_Requirement_: Copy each line of the data below with the word "Answer".

========

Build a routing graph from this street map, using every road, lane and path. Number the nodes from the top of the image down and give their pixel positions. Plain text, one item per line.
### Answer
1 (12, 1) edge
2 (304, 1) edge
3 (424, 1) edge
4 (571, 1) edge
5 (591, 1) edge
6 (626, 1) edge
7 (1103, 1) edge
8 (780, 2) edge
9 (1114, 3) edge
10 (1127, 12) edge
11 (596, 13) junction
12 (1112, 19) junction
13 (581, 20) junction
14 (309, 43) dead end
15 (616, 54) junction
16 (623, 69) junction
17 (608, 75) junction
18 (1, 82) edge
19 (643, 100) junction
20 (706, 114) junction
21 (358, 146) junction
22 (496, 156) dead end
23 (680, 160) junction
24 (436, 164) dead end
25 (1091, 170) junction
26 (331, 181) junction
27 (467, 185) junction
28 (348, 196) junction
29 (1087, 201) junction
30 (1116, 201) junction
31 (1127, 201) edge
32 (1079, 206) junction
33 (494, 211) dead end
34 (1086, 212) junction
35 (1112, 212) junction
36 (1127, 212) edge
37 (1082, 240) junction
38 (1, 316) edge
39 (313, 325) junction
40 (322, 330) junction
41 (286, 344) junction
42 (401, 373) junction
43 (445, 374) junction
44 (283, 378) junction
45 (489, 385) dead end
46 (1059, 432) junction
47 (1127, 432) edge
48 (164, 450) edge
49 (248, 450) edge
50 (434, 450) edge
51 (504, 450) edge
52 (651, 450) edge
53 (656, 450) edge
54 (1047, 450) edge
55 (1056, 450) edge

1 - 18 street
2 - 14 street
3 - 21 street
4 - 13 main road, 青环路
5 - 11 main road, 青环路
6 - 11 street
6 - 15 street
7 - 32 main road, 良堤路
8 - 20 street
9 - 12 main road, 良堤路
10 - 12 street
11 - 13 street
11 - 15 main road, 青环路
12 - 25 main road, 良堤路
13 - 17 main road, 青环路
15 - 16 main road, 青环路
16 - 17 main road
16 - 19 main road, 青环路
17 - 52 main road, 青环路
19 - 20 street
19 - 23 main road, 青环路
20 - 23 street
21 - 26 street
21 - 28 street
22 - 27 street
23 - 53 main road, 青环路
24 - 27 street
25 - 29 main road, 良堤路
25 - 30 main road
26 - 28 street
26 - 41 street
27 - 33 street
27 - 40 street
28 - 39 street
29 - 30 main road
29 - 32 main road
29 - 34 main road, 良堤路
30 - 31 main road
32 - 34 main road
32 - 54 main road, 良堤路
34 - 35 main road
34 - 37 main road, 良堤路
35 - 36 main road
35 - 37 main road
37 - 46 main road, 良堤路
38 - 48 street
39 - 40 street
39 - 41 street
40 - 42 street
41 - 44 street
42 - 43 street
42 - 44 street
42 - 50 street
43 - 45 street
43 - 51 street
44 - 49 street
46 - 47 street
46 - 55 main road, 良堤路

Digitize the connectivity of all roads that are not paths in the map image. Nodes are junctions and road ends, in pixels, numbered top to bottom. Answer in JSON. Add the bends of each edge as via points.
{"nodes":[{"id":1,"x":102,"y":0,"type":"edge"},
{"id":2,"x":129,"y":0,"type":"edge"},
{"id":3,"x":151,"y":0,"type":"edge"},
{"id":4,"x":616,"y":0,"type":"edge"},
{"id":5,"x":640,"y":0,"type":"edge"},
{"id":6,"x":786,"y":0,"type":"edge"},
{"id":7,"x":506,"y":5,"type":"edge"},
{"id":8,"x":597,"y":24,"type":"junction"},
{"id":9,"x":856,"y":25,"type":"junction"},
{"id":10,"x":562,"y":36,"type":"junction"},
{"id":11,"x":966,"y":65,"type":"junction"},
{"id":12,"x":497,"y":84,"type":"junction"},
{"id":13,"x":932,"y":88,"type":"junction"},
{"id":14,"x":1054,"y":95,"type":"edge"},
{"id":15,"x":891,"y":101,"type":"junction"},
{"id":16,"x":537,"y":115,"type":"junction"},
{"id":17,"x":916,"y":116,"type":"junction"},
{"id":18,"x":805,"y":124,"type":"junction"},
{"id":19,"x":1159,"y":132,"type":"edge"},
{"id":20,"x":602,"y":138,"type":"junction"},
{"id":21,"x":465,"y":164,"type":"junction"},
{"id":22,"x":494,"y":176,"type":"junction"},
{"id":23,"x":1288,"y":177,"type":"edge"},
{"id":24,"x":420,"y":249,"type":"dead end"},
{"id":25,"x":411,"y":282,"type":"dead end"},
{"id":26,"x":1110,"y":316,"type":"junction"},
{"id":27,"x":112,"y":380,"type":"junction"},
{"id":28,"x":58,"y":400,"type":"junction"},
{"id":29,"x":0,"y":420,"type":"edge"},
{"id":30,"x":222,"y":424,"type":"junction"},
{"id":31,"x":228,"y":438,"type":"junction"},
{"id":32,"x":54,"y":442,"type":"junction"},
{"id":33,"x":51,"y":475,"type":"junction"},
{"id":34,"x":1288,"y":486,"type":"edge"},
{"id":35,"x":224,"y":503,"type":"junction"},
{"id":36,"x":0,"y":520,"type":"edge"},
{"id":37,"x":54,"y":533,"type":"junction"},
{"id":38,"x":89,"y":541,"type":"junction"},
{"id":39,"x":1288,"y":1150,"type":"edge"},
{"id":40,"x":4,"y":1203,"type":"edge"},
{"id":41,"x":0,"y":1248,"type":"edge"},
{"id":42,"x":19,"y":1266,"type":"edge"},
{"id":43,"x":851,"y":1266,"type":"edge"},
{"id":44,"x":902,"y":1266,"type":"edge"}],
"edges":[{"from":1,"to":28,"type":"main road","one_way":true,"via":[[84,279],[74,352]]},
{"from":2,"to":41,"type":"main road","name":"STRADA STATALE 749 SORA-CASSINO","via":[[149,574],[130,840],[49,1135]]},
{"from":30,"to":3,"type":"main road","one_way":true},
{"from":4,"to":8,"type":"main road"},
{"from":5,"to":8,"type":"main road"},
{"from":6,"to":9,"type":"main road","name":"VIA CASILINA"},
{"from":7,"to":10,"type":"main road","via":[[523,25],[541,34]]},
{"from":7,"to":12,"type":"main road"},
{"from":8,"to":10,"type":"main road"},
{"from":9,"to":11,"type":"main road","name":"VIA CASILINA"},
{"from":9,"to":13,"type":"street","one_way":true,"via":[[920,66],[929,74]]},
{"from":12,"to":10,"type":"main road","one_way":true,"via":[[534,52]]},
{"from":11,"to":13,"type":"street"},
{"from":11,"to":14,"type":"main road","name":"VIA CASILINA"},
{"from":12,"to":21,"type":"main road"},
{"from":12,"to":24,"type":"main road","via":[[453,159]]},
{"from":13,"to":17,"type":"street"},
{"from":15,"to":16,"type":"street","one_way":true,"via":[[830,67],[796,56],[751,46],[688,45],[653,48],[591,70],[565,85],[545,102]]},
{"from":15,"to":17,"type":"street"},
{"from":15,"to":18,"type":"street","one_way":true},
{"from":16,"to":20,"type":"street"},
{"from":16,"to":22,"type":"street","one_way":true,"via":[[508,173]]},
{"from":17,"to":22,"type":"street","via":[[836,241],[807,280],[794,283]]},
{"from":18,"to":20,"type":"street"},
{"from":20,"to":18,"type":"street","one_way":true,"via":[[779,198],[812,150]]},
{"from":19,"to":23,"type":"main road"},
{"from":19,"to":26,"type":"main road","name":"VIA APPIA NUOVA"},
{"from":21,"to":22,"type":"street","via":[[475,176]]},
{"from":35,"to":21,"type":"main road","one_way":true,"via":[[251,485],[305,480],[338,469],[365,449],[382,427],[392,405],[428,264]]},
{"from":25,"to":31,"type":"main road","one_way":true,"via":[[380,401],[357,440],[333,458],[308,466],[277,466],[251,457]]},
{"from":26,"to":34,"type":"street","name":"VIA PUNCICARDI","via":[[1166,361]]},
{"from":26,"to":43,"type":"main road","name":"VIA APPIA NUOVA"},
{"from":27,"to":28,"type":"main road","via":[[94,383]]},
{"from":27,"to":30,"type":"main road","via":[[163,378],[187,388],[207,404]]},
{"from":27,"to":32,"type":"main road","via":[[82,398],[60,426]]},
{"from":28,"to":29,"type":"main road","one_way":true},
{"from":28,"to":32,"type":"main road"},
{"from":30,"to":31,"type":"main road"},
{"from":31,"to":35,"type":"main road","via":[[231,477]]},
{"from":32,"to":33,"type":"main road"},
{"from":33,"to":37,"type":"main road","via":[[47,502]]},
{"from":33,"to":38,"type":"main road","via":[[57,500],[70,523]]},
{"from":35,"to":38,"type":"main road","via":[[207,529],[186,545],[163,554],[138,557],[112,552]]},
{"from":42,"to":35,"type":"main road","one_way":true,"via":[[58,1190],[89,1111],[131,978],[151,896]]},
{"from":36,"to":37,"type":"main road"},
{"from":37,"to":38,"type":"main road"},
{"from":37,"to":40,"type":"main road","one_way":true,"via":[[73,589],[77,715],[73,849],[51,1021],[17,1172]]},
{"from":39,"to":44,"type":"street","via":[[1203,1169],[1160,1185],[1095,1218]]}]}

========

_Response_:
### Answer
Digitize the connectivity of all roads that are not paths in the map image. Nodes are junctions and road ends, in pixels, numbered top to bottom. Answer in JSON. Add the bends of each edge as via points.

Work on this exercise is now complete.